AIM OF THE TASK -> Return every line from the records below with the string "Royal".

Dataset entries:
++++++++++

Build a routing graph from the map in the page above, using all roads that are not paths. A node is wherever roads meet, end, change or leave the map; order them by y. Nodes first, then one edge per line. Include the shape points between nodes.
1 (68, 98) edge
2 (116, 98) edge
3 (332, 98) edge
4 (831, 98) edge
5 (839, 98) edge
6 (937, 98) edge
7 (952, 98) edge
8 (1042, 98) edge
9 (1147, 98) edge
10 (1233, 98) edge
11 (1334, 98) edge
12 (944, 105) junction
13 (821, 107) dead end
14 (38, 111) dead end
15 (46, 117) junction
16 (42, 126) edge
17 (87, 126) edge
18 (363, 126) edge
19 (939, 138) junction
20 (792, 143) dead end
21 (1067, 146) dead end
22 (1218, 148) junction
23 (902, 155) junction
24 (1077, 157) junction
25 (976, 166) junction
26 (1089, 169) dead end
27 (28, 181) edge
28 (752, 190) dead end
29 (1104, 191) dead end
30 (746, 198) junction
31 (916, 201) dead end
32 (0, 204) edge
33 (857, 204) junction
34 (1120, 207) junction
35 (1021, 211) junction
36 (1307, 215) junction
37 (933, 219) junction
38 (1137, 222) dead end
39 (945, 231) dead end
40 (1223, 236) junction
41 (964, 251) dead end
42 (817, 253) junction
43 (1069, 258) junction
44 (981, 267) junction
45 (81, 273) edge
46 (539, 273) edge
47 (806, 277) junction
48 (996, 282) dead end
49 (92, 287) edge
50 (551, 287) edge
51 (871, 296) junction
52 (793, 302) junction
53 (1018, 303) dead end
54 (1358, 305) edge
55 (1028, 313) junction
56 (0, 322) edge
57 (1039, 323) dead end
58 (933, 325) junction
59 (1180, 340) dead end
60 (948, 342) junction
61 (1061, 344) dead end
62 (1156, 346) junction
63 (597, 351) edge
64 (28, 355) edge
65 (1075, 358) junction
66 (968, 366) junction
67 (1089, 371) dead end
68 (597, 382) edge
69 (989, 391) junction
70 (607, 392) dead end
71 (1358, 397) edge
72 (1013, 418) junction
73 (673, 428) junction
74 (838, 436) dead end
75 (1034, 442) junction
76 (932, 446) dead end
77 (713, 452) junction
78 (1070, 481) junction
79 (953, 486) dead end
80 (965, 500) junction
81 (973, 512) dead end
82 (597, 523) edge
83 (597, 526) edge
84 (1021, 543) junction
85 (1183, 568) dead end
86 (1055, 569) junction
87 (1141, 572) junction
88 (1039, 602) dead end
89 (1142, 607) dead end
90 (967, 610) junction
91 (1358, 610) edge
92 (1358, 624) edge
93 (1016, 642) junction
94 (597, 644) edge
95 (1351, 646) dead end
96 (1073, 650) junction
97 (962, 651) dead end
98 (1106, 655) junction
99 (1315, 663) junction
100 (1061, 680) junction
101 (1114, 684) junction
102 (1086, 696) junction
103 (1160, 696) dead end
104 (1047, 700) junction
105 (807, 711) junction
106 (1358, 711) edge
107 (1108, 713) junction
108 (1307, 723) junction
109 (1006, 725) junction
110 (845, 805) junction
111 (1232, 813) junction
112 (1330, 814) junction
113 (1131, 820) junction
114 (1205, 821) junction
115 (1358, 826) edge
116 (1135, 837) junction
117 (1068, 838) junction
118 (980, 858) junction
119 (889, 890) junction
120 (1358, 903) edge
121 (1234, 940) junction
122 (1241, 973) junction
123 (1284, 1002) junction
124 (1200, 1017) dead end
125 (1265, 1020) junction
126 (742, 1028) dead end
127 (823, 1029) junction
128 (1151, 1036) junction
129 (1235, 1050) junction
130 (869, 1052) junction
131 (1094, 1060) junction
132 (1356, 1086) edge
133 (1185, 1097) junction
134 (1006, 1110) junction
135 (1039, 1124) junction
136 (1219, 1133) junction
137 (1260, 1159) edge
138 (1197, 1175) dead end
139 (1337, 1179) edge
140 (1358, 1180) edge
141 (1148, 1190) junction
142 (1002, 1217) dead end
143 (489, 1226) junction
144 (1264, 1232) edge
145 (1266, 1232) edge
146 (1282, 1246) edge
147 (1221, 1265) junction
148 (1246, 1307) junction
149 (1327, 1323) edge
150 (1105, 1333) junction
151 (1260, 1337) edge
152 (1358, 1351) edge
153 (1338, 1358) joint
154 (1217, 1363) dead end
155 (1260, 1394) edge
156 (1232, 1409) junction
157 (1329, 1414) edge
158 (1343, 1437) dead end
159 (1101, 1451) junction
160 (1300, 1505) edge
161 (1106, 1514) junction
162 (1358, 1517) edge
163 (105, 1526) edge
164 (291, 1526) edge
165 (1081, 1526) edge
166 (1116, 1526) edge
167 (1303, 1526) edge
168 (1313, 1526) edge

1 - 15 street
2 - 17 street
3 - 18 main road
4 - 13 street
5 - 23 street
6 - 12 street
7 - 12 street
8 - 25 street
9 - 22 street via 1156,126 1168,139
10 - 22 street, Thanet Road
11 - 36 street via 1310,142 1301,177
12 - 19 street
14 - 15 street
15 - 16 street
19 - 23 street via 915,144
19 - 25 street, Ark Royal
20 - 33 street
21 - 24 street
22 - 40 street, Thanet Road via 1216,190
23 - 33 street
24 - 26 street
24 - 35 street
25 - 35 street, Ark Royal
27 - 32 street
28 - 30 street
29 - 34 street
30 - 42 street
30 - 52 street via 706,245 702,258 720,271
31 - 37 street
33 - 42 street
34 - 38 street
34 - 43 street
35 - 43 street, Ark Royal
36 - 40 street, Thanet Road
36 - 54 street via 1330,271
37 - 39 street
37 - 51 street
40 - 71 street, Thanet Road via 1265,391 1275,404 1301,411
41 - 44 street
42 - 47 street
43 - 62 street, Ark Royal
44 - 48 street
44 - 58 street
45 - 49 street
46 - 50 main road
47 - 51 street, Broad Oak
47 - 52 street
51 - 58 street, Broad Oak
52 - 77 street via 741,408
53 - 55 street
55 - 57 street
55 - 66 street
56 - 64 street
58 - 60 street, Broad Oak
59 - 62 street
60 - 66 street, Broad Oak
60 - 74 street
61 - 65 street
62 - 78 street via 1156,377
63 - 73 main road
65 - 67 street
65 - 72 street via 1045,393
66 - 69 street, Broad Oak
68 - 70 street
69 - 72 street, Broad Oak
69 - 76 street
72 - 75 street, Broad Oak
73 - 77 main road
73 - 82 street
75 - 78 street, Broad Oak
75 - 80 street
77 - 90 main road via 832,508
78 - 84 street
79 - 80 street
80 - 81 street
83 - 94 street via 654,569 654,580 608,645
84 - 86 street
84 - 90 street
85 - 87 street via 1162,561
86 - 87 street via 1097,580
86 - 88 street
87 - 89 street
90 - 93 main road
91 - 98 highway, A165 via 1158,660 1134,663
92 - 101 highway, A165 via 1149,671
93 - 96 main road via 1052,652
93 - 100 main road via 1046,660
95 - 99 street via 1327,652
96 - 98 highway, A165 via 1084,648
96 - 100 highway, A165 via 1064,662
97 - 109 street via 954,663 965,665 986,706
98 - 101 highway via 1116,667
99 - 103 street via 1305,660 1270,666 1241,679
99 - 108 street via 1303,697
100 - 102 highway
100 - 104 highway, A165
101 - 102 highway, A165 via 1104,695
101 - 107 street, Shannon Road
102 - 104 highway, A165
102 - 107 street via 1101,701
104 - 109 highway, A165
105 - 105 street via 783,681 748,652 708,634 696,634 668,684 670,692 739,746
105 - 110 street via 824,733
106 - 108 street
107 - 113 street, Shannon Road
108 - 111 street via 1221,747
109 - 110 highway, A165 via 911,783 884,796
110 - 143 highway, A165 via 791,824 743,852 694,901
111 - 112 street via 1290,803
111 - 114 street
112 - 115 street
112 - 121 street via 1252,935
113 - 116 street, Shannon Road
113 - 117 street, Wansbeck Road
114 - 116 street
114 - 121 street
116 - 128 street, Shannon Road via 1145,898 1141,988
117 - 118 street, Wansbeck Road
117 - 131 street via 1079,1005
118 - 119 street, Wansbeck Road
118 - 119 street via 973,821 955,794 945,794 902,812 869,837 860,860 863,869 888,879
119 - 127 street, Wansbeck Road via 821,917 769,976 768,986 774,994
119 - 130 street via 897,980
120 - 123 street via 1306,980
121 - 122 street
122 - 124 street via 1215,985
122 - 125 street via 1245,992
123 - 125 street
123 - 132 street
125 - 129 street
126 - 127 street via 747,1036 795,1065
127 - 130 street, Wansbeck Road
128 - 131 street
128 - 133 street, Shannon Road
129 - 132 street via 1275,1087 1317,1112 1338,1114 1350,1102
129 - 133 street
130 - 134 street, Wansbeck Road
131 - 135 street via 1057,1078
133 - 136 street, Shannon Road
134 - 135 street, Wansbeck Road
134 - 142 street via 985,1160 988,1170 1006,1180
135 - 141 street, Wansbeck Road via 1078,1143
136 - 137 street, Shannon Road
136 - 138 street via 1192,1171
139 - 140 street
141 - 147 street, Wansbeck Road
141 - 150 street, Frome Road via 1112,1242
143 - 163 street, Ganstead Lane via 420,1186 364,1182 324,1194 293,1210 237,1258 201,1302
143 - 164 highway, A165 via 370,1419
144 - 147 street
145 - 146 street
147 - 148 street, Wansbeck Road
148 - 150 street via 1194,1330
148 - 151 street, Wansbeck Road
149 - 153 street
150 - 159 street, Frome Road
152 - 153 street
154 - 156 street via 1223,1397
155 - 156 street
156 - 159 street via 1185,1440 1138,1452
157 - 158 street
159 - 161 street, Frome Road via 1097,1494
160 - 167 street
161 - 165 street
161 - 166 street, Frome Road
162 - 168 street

++++++++++

TASK ANSWER ->
19 - 25 street, Ark Royal
25 - 35 street, Ark Royal
35 - 43 street, Ark Royal
43 - 62 street, Ark Royal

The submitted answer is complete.